In 2017 she won the Sarah Vaughan International Jazz Vocal Competition and as a result of the award she received a recording contract with Concord Records.

Lynell has performed with Nona Hendryx, Terence Blanchard, Jon Cowherd, Marvin Sewell, Eric Harland, Herbie Hancock, Patti Austin, Bilal, Ledisi, and with local artists and bands in Louisiana. She regularly performs at venues in New Orleans and Baton Rouge, including at the New Orleans Jazz and Heritage Festival on multiple occasions. She has also performed with the Baton Rouge Symphony Orchestra as a principle Soprano In 2017, with the Preservation Hall Jazz Band, Lynell performed a tribute concert to Ella Fitzgerald, celebrating her 100th birthday. In 2018, Lynell was a featured artist with Bernard Purdie's All-Star Shuffle, and Bobbi Humphrey, at Brooklyn Academy of Music's R&B Festival in Brooklyn.
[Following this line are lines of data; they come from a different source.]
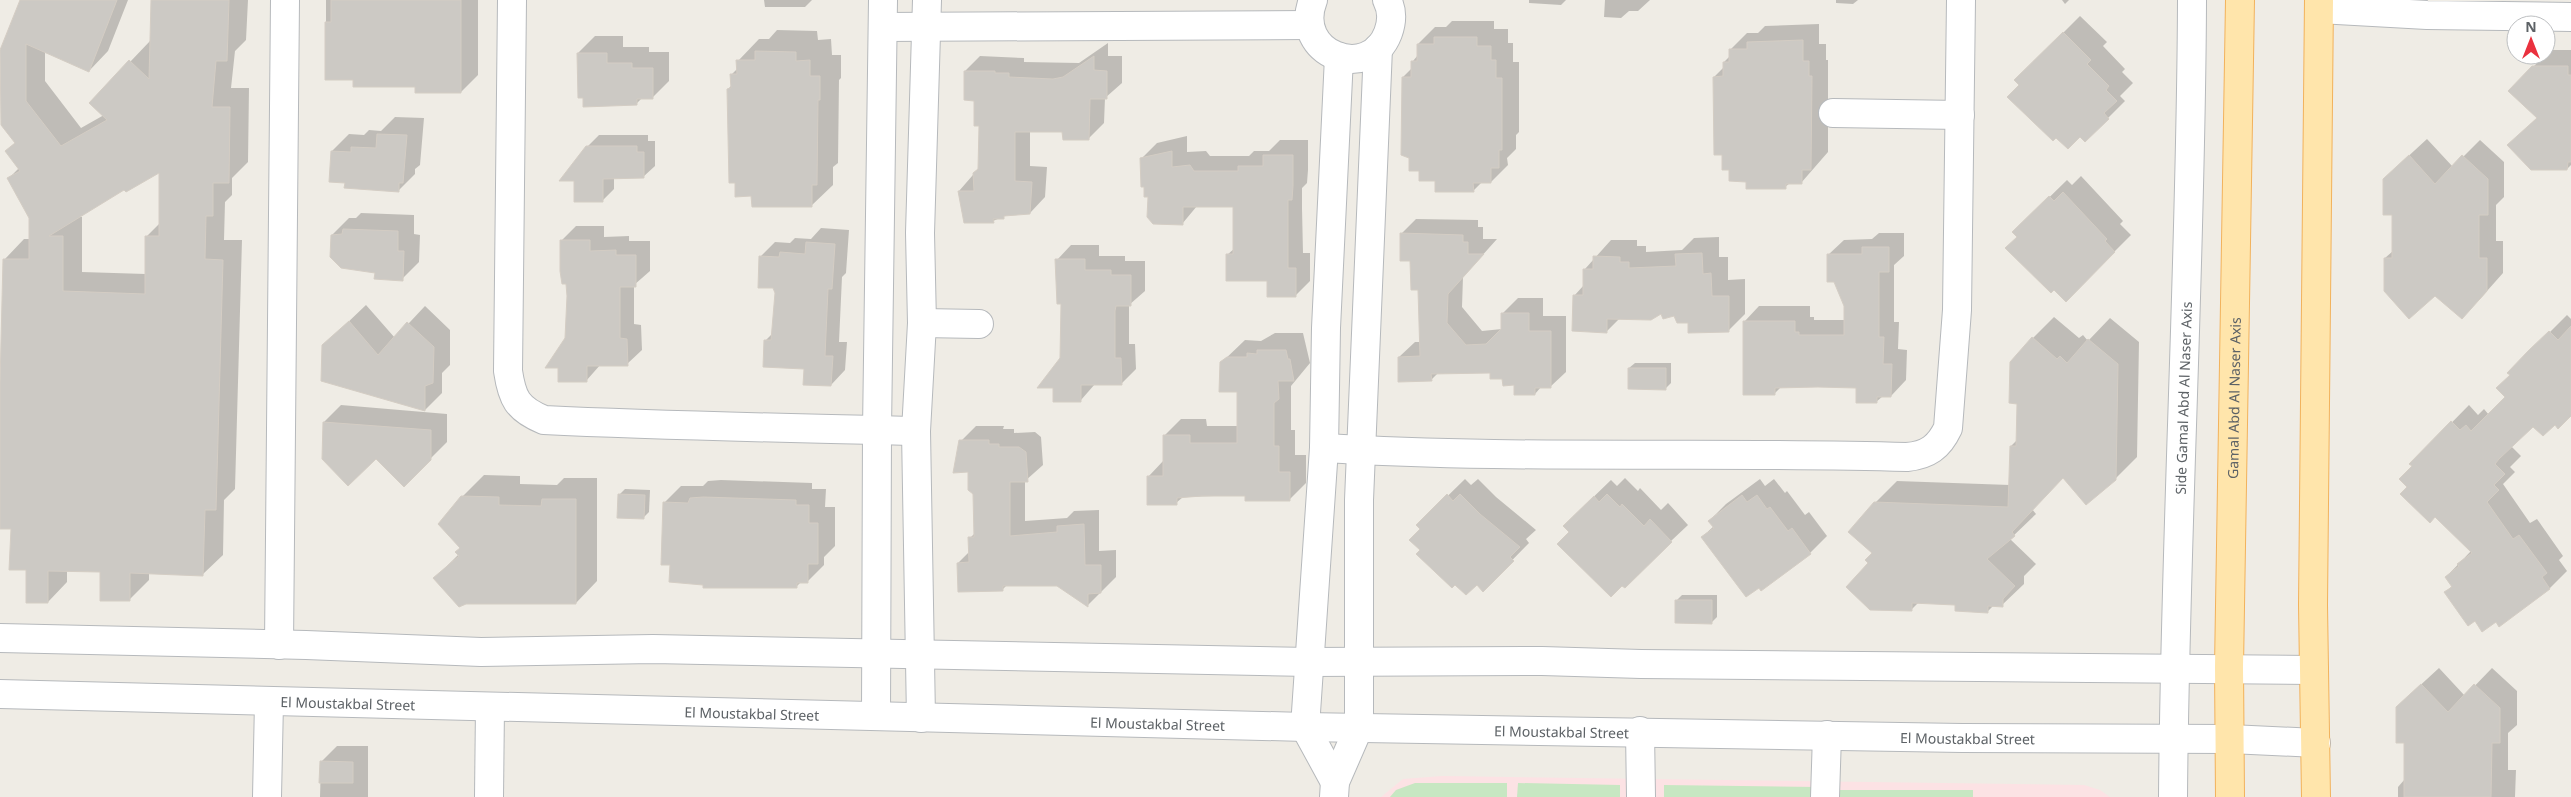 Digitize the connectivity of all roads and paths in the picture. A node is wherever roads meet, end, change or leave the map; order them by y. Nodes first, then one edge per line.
1 (285, 0) edge
2 (512, 0) edge
3 (883, 0) edge
4 (1961, 0) edge
5 (2192, 0) edge
6 (2240, 0) edge
7 (1389, 1) edge
8 (2319, 4) edge
9 (1311, 12) edge
10 (926, 13) edge
11 (2571, 17) edge
12 (883, 27) junction
13 (1378, 48) junction
14 (1339, 57) junction
15 (1833, 113) dead end
16 (1960, 115) junction
17 (922, 323) junction
18 (979, 324) dead end
19 (876, 430) junction
20 (916, 431) junction
21 (1324, 448) junction
22 (1360, 450) junction
23 (0, 638) edge
24 (279, 645) junction
25 (876, 653) junction
26 (921, 654) junction
27 (1309, 662) junction
28 (1361, 662) junction
29 (2229, 667) junction
30 (2174, 668) junction
31 (2314, 670) junction
32 (0, 694) edge
33 (269, 702) junction
34 (490, 707) junction
35 (876, 716) junction
36 (921, 718) junction
37 (1305, 726) junction
38 (1359, 728) junction
39 (1640, 731) junction
40 (1827, 735) junction
41 (2173, 738) junction
42 (2230, 739) junction
43 (2316, 743) junction
44 (1335, 790) edge
45 (267, 797) edge
46 (489, 797) edge
47 (1641, 797) edge
48 (1826, 797) edge
49 (2173, 797) edge
50 (2230, 797) edge
51 (2316, 797) edge

1 - 24 street
2 - 19 street
3 - 12 street
4 - 16 street
5 - 30 street, Side Gamal Abd Al Naser Axis
6 - 29 main road, Gamal Abd Al Naser Axis
7 - 13 street
8 - 11 street
8 - 31 main road
9 - 10 street
9 - 14 street
10 - 12 street
10 - 17 street
12 - 19 street
13 - 14 street
13 - 22 street
14 - 21 street
15 - 16 street
16 - 22 street
17 - 18 street
17 - 20 street
19 - 20 street
19 - 25 street
20 - 26 street
21 - 22 street
21 - 27 street
22 - 28 street
23 - 24 street
24 - 25 street
25 - 26 street
25 - 35 street
26 - 27 street
26 - 36 street
27 - 28 street
27 - 37 street
28 - 30 street
28 - 38 street
29 - 30 street
29 - 31 street
29 - 42 main road, Gamal Abd Al Naser Axis
30 - 41 street, Side Gamal Abd Al Naser Axis
31 - 43 main road
32 - 33 street, El Moustakbal Street
33 - 34 street, El Moustakbal Street
33 - 45 street
34 - 35 street, El Moustakbal Street
34 - 46 street
35 - 36 street, El Moustakbal Street
36 - 37 street, El Moustakbal Street
37 - 38 street, El Moustakbal Street
37 - 44 street
38 - 39 street, El Moustakbal Street
38 - 44 street
39 - 40 street, El Moustakbal Street
39 - 47 street
40 - 41 street, El Moustakbal Street
40 - 48 street
41 - 42 street, El Moustakbal Street
41 - 49 street, Side Gamal Abd Al Naser Axis
42 - 43 street, El Moustakbal Street
42 - 50 main road, Gamal Abd Al Naser Axis
43 - 51 main road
In 2016, Lynell released the EP Loving Me (Q Sound) and the single Baton Rouge (Q Sound). Lynell has been a featured soloist on studio albums.
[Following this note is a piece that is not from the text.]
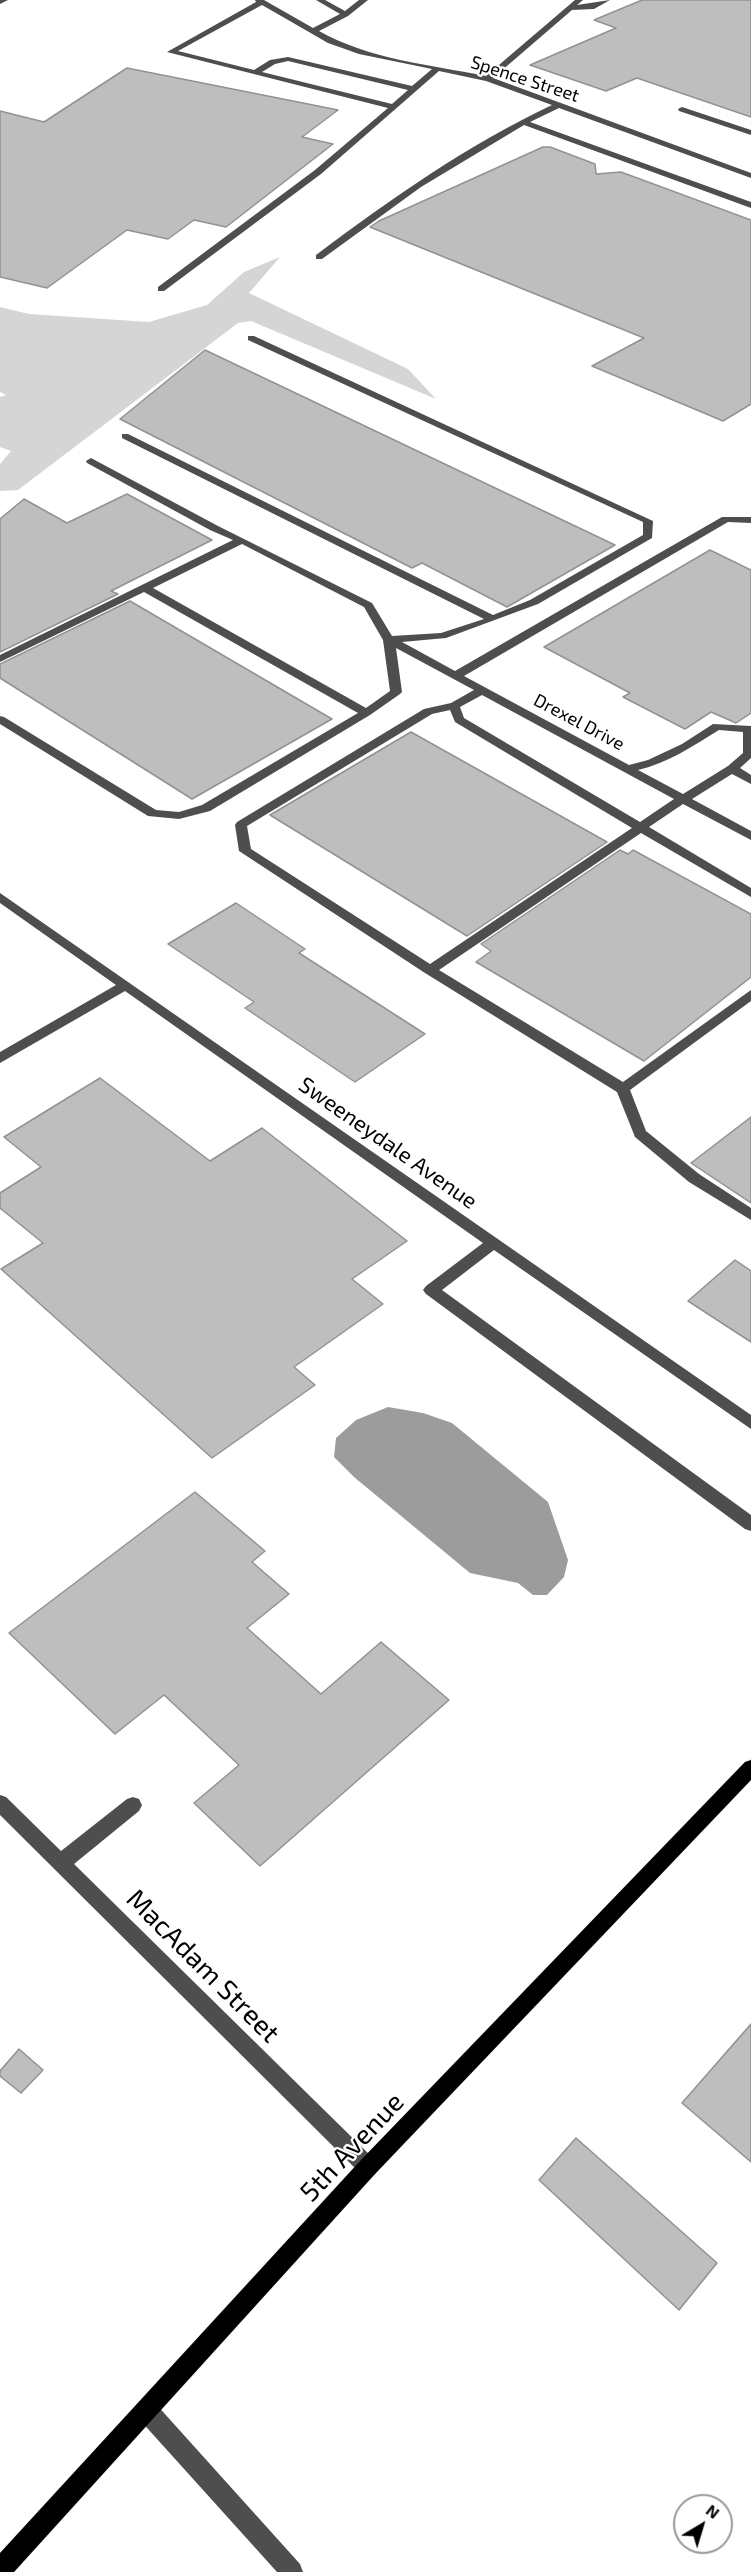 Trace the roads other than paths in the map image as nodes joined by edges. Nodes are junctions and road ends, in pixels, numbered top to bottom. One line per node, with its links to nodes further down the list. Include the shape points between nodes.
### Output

Lynell has developed the educational program, "Made in America: Lyrically Speaking: Breaking Down Jazz, Blues and Soul in American Music, from the Vocalist Perspective", which has been used in clinics across the United States to educated students on jazz, blues and traditional American music from the vocalist perspective. She is also the founder of the running club, Musicians Run, aimed at promoting running to local musicians in Baton Rouge.

Lynell has held several teaching positions, including as band directors in elementary and middle schools. Since 2016 she has been a private vocal instructor and an adjunct professor at Loyola University New Orleans, Louisiana.

== Discography ==
- 2018: Live at the 2018 New Orleans Jazz and Heritage Festival (Munck Music)
- 2019: A Little Love (Concord Jazz)
- 2022: Live at the 2022 New Orleans Jazz and Heritage Festival (Munck Music)

== Awards ==
- 2017: Winner of Sarah Vaughan International Jazz Vocal Competition
- 2017: Nominee for Best Emerging Artist, Best of the Beat Awards

== Personal life ==
Lynell has two children and lives in Baton Rouge.